What you will do: The expected output is a copy of every line in the records with the string "lane".

Collected data entries
════════

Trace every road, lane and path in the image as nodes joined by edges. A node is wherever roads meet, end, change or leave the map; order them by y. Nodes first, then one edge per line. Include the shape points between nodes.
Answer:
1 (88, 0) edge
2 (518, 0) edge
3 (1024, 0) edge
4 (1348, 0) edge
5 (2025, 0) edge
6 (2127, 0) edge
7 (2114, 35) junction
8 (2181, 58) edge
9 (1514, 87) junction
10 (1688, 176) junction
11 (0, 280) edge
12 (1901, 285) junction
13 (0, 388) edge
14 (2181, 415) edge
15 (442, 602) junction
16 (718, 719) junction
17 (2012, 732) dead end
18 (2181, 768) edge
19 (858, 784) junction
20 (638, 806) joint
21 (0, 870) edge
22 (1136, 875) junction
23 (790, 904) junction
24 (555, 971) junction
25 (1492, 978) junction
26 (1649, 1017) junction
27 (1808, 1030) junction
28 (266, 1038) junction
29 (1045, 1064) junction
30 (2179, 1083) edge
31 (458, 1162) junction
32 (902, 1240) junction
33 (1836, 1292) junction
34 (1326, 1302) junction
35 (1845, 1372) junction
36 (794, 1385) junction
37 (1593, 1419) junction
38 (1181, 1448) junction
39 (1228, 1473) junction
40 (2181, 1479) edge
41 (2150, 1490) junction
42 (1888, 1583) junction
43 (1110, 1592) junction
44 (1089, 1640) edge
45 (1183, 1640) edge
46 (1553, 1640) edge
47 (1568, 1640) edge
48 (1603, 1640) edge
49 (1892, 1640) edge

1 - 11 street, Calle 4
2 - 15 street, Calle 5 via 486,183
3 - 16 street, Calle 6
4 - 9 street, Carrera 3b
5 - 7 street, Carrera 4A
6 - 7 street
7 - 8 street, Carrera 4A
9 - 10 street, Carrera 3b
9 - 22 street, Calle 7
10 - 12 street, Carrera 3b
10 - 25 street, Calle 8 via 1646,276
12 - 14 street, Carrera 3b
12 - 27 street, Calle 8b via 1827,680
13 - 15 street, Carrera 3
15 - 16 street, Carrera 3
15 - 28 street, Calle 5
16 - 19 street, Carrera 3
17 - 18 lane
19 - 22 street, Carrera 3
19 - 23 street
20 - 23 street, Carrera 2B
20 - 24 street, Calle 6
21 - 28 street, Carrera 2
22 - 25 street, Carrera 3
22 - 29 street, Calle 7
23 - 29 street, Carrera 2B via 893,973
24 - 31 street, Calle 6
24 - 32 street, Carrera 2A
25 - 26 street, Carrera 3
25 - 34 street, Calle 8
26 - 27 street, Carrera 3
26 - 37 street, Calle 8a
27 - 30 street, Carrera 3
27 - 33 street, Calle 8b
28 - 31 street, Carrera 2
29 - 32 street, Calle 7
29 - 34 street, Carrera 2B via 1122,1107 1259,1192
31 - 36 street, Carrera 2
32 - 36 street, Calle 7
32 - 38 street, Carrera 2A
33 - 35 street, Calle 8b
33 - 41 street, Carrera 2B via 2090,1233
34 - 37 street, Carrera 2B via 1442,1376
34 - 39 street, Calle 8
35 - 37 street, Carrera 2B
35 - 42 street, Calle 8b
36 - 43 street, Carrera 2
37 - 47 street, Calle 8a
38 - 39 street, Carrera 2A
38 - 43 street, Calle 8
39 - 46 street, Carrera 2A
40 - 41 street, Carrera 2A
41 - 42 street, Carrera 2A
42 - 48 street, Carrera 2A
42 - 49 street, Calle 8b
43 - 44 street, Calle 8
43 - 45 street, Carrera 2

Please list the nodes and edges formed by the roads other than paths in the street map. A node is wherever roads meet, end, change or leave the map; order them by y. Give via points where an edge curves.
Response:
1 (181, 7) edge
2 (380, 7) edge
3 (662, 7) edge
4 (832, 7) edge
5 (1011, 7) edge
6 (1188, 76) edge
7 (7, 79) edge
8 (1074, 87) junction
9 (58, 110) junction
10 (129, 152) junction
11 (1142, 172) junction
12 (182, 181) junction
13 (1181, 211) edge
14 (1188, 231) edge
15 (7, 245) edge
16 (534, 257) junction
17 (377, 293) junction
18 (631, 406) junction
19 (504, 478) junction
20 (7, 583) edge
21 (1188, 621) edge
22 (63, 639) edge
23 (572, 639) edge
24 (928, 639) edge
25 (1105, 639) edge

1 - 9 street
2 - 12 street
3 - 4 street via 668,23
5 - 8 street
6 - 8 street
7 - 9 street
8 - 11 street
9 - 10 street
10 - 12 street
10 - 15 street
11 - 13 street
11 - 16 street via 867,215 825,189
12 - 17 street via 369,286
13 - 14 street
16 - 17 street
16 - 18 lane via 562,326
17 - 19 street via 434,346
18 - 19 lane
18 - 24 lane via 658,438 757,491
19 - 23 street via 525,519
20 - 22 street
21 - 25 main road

════════

Your solution:
Trace every road, lane and path in the image as nodes joined by edges. A node is wherever roads meet, end, change or leave the map; order them by y. Nodes first, then one edge per line. Include the shape points between nodes.
17 - 18 lane
16 - 18 lane via 562,326
18 - 19 lane
18 - 24 lane via 658,438 757,491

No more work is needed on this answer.